Re: [PATCH 0/7] sched/deadline: fix cpusets bandwidth accounting

From: Luca Abeni
Date: Thu Aug 24 2017 - 03:53:39 EST


On Wed, 23 Aug 2017 13:47:13 -0600
Mathieu Poirier <mathieu.poirier@xxxxxxxxxx> wrote:
> >> This is a renewed attempt at fixing a problem reported by Steve Rostedt [1]
> >> where DL bandwidth accounting is not recomputed after CPUset and CPUhotplug
> >> operations. When CPUhotplug and some CUPset manipulation take place root
> >> domains are destroyed and new ones created, loosing at the same time DL
> >> accounting pertaining to utilisation.
> >
> > Thanks for looking at this longstanding issue! I am just back from
> > vacations; in the next days I'll try your patches.
> > Do you have some kind of scripts for reproducing the issue
> > automatically? (I see that in the original email Steven described how
> > to reproduce it manually; I just wonder if anyone already scripted the
> > test).
>
> I didn't bother scripting it since it is so easy to do. I'm eager to
> see how things work out on your end.

Ok, so I'll try to reproduce the issue manually as described in Steven's
original email; I'll run some tests as soon as I finish with some stuff
that accumulated during vacations.

[...]
> >> OPEN ISSUE:
> >>
> >> Regardless of how we proceed (using existing CPUset list or new ones) we
> >> need to deal with DL tasks that span more than one root domain, something
> >> that will typically happen after a CPUset operation. For example, if we
> >> split the number of available CPUs on a system in two CPUsets and then turn
> >> off the 'sched_load_balance' flag on the parent CPUset, DL tasks in the
> >> parent CPUset will end up spanning two root domains.
> >>
> >> One way to deal with this is to prevent CPUset operations from happening
> >> when such condition is detected, as enacted in this set.
> >
> > I think this is the simplest (if not only?) solution if we want to use
> > gEDF in each root domain.
>
> Global Earliest Deadline First? Is my interpretation correct?

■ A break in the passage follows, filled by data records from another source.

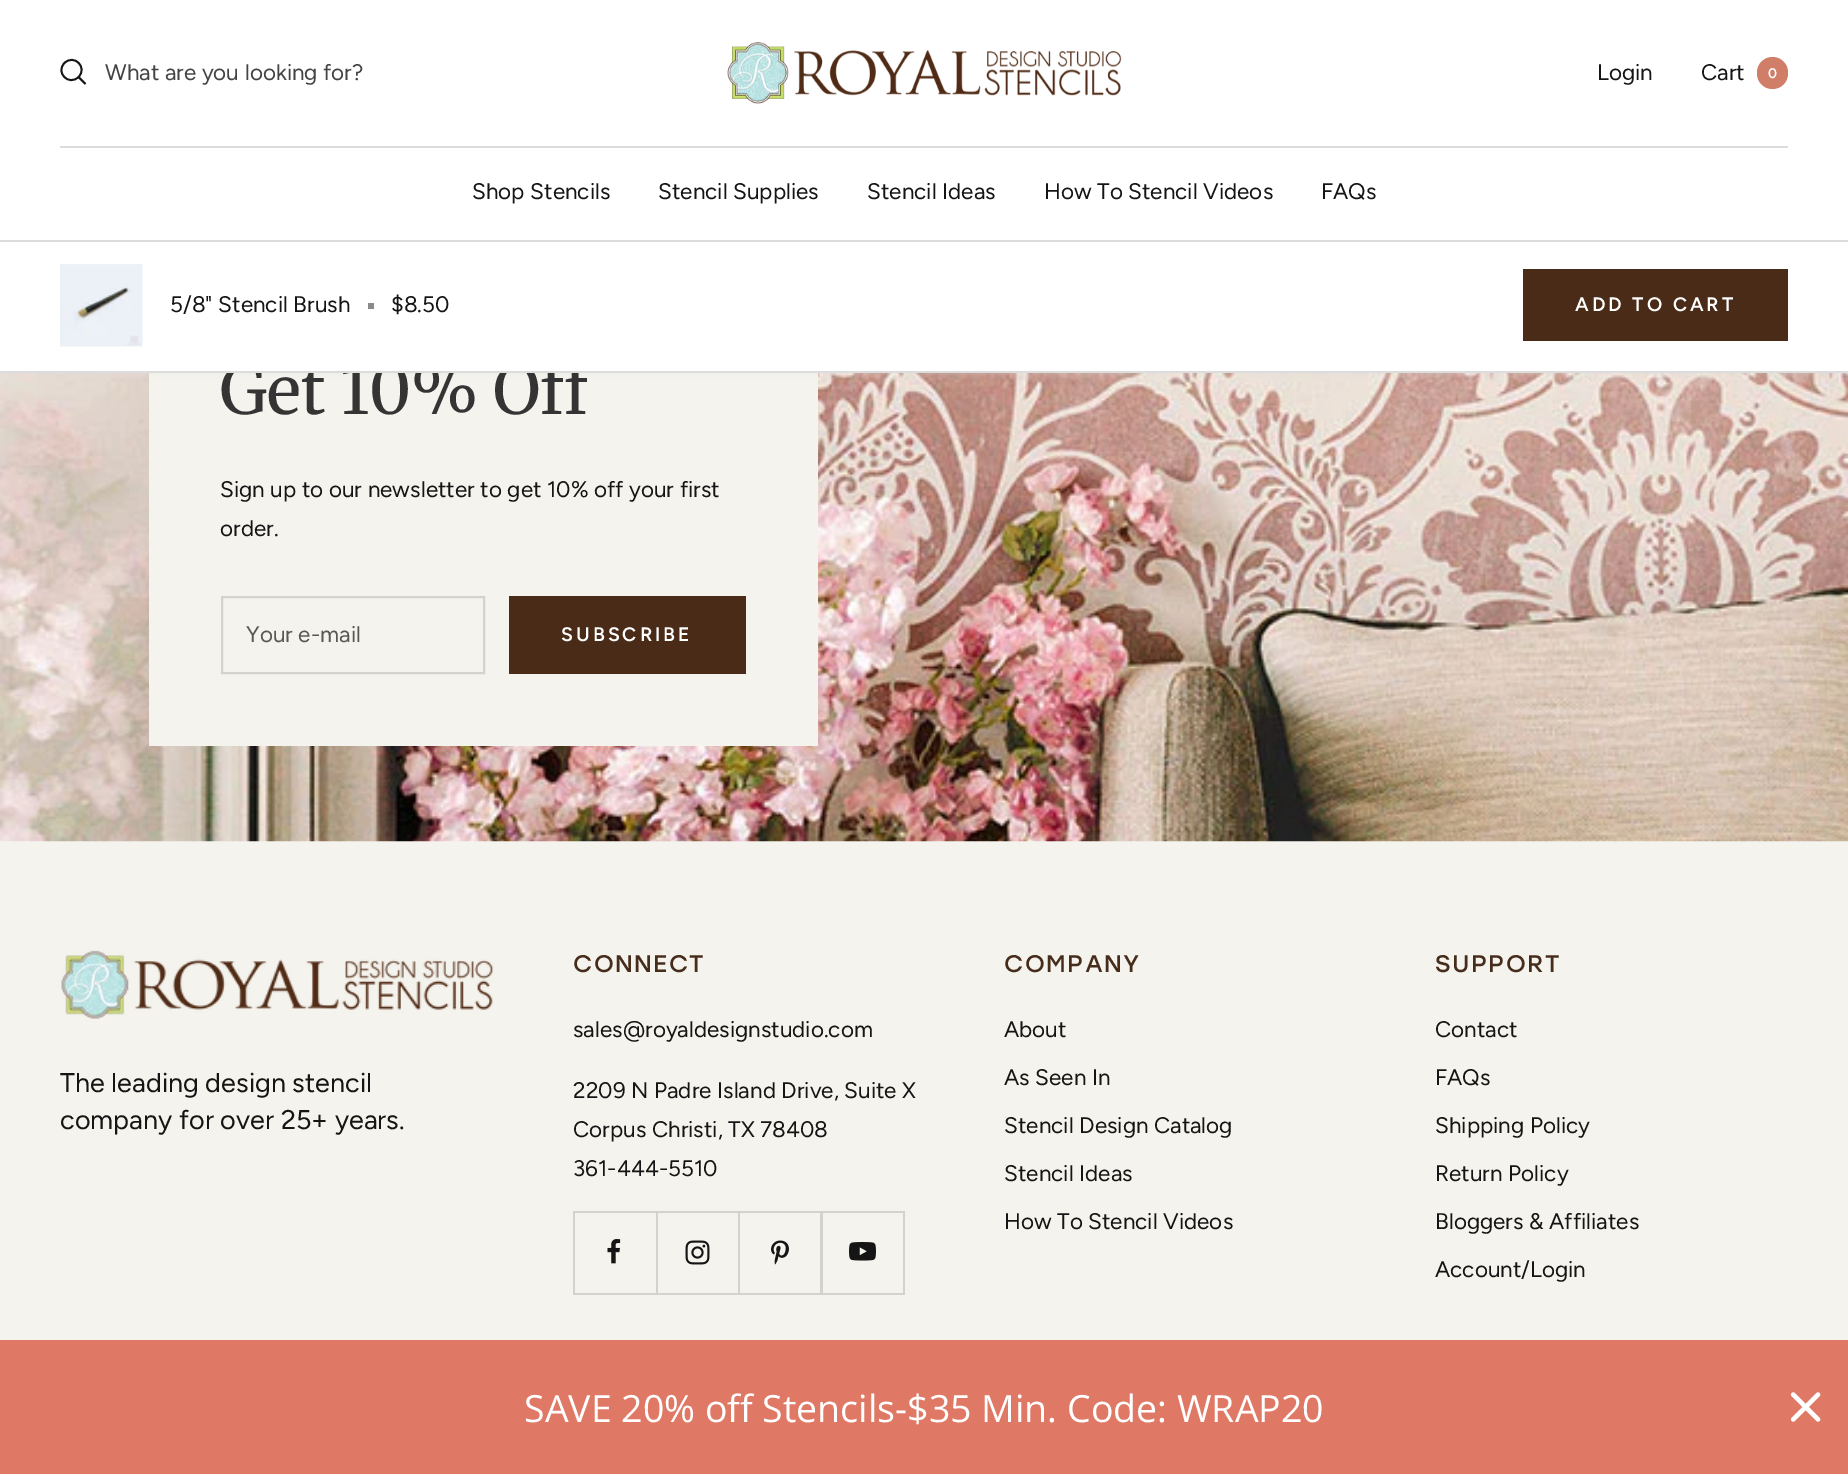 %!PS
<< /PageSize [1848 1474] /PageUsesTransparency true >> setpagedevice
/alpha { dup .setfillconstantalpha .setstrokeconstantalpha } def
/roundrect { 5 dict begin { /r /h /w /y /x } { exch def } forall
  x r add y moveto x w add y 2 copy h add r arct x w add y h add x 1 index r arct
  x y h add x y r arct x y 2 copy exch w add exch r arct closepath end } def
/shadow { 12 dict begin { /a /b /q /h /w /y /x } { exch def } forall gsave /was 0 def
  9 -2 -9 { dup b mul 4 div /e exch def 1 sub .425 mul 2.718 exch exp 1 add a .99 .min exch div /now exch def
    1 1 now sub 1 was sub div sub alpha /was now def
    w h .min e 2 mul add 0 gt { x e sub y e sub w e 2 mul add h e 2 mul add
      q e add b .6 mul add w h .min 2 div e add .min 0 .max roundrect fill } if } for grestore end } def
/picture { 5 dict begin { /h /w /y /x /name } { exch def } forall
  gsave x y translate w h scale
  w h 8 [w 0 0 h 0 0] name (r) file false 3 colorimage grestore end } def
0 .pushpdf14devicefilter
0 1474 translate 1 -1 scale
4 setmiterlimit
0.961 0.953 0.929 setrgbcolor
0 0 1848 1474 rectfill
1 setgray
0 0 1848 240 rectfill
0.082 setgray
1.8 setlinewidth
newpath 78.5 77 moveto 88 67.5 74 53.5 64.5 63 curveto 55 72.5 69 86.5 78.5 77 curveto closepath 78.5 77 moveto 85.5 84 lineto stroke
/Figtree-Regular [22.5 0 0 -22.5 0 0] selectfont
0.267 setgray
105 80 moveto (What are you looking for?) show
(img1.rgb) 727 42 395 62 picture
0.082 setgray
1597 80 moveto (Login) show
1701 80 moveto (Cart) show
0.82 0.494 0.412 setrgbcolor
1757 57 31 32 15.5 roundrect fill
/Figtree-SemiBold [14 0 0 -14 0 0] selectfont
1 setgray
1768 78 moveto (0) show
0.863 setgray
60 146 1728 2 rectfill
/Figtree-Regular [22.5 0 0 -22.5 0 0] selectfont
0.082 setgray
472 199 moveto (Shop Stencils) show
658 199 moveto (Stencil Supplies) show
867 199 moveto (Stencil Ideas) show
1044 199 moveto (How To Stencil Videos) show
1321 199 moveto (FAQs) show
(img3.rgb) 0 373 1848 469 picture
0.961 0.953 0.929 setrgbcolor
149 373 669 373 rectfill
0.863 setgray
8 257 1833 117 0 4 0.4 shadow
/Merriweather-Regular [66 0 0 -66 0 0] selectfont
0.204 setgray
220 414 moveto (Get 10% Off) show
1 setgray
0 242 1848 129 rectfill
0.863 setgray
0 240 1848 2 rectfill
0 371 1848 2 rectfill
(img2.rgb) 60 264 83 83 picture
/Figtree-Regular [22.5 0 0 -22.5 0 0] selectfont
0.082 setgray
170 312 moveto (5/8" Stencil Brush) show
0.541 setgray
368 303 6 6 rectfill
0.082 setgray
391 312 moveto ($8.50) show
0.286 0.169 0.094 setrgbcolor
1523 269 265 72 rectfill
/Figtree-SemiBold [19.5 0 0 -19.5 0 0] selectfont
1 setgray
1575 311 moveto 3 0 (ADD TO CART) ashow
/Figtree-Regular [22.5 0 0 -22.5 0 0] selectfont
0.082 setgray
220 497 moveto (Sign up to our newsletter to get 10% off your first) show
220 536 moveto (order.) show
0.827 0.824 0.804 setrgbcolor
2 setlinewidth
222 597 262 76 rectstroke
0.345 0.345 0.337 setrgbcolor
246 642 moveto (Your e-mail) show
0.286 0.169 0.094 setrgbcolor
509 596 237 78 rectfill
/Figtree-SemiBold [19.5 0 0 -19.5 0 0] selectfont
1 setgray
561 641 moveto 3 0 (SUBSCRIBE) ashow
(img4.rgb) 61 950 433 69 picture
/Figtree-Regular [27 0 0 -27 0 0] selectfont
0.082 setgray
60 1092 moveto (The leading design stencil) show
60 1129 moveto (company for over 25+ years.) show
/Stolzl-Regular [24 0 0 -24 0 0] selectfont
0.271 0.173 0.106 setrgbcolor
573 972 moveto 1.5 0 (CONNECT) ashow
/Figtree-Regular [22.5 0 0 -22.5 0 0] selectfont
0.082 setgray
573 1037 moveto (sales@royaldesignstudio.com) show
573 1098 moveto (2209 N Padre Island Drive, Suite X) show
573 1137 moveto (Corpus Christi, TX 78408) show
573 1176 moveto (361-444-5510) show
0.827 0.824 0.804 setrgbcolor
newpath 575 1293 moveto 575 1295 lineto 657 1295 lineto 657 1212 lineto 656 1212 lineto 656 1293 lineto closepath fill
newpath 573 1293 moveto 573 1295 lineto 656 1295 lineto 656 1212 lineto 656 1293 lineto closepath fill
573 1211 83 2 rectfill
573 1211 2 82 rectfill
(img5.rgb) 607 1239 14 25 picture
newpath 657 1293 moveto 657 1295 lineto 740 1295 lineto 740 1212 lineto 738 1212 lineto 738 1293 lineto closepath fill
738 1211 2 1 rectfill
656 1211 82 2 rectfill
657 1211 1 82 rectfill
(img6.rgb) 685 1240 25 25 picture
newpath 740 1293 moveto 740 1295 lineto 822 1295 lineto 822 1212 lineto 820 1212 lineto 820 1293 lineto closepath fill
820 1211 1 1 rectfill
738 1211 83 2 rectfill
(img7.rgb) 771 1240 18 25 picture
newpath 822 1293 moveto 822 1295 lineto 905 1295 lineto 905 1212 lineto 903 1212 lineto 903 1293 lineto closepath fill
903 1211 2 1 rectfill
821 1211 82 2 rectfill
822 1211 1 82 rectfill
(img8.rgb) 849 1242 27 19 picture
/Stolzl-Regular [24 0 0 -24 0 0] selectfont
0.271 0.173 0.106 setrgbcolor
1004 972 moveto 1.5 0 (COMPANY) ashow
/Figtree-Regular [22.5 0 0 -22.5 0 0] selectfont
0.082 setgray
1004 1037 moveto (About) show
1004 1085 moveto (As Seen In) show
1004 1133 moveto (Stencil Design Catalog) show
1004 1181 moveto (Stencil Ideas) show
1004 1229 moveto (How To Stencil Videos) show
/Stolzl-Regular [24 0 0 -24 0 0] selectfont
0.271 0.173 0.106 setrgbcolor
1435 972 moveto 1.5 0 (SUPPORT) ashow
/Figtree-Regular [22.5 0 0 -22.5 0 0] selectfont
0.082 setgray
1435 1037 moveto (Contact) show
1435 1085 moveto (FAQs) show
1435 1133 moveto (Shipping Policy) show
1435 1181 moveto (Return Policy) show
1435 1229 moveto (Bloggers & Affiliates) show
1435 1277 moveto (Account/Login) show
0.875 0.475 0.396 setrgbcolor
0 1340 1848 134 rectfill
/OpenSans-Regular [37.5 0 0 -37.5 0 0] selectfont
1 setgray
524 1422 moveto (SAVE 20% off Stencils-$35 Min. Code: WRAP20) show
(img9.rgb) 1790 1392 31 30 picture
.poppdf14devicefilter showpage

Right. As far as I understand, the original SCHED_DEADLINE design is to
partition the CPUs in disjoint sets, and then use global EDF scheduling
on each one of those sets (this guarantees bounded tardiness, and if
you run some additional admission tests in user space you can also
guarantee the hard respect of every deadline).


> >> Although simple
> >> this approach feels brittle and akin to a "whack-a-mole" game. A better
> >> and more reliable approach would be to teach the DL scheduler to deal with
> >> tasks that span multiple root domains, a serious and substantial
> >> undertaking.
> >>
> >> I am sending this as a starting point for discussion. I would be grateful
> >> if you could take the time to comment on the approach and most importantly
> >> provide input on how to deal with the open issue underlined above.
> >
> > I suspect that if we want to guarantee bounded tardiness then we have to
> > go for a solution similar to the one suggested by Tommaso some time ago
> > (if I remember well):
> >
> > if we want to create some "second level cpusets" inside a "parent
> > cpuset", allowing deadline tasks to be placed inside both the "parent
> > cpuset" and the "second level cpusets", then we have to subtract the
> > "second level cpusets" maximum utilizations from the "parent cpuset"
> > utilization.
> >
> > I am not sure how difficult it can be to implement this...
>
> Humm... I am missing some context here.

Or maybe I misunderstood the issue you were seeing (I am no expert on
cpusets). Is it related to hierarchies of cpusets (with one cpuset
contained inside another one)?
Can you describe how to reproduce the problematic situation?

> Nonetheless the approach I
> was contemplating was to repeat the current mathematics to all the
> root domains accessible from a p->cpus_allowed's flag.

I think in the original SCHED_DEADLINE design there should be only one
root domain compatible with the task's affinity... If this does not
happen, I suspect it is a bug (Juri, can you confirm?).

My understanding is that with SCHED_DEADLINE cpusets should be used to
partition the system's CPUs in disjoint sets (and I think there is one
root domain for each one of those disjoint sets). And the task affinity
mask should correspond with the CPUs composing the set in which the
task is executing.


> As such we'd
> have the same acceptance test but repeated to more than one root
> domain. To do that time can be an issue but the real problem I see is
> related to the current DL code. It is geared around a single root
> domain and changing that means meddling in a lot of places. I had a
> prototype that was beginning to address that but decided to gather
> people's opinion before getting in too deep.

I still do not fully understand this (I got the impression that this is
related to hierarchies of cpusets, but I am not sure if this
understanding is correct). Maybe an example would help me to understand.



Thanks,
Luca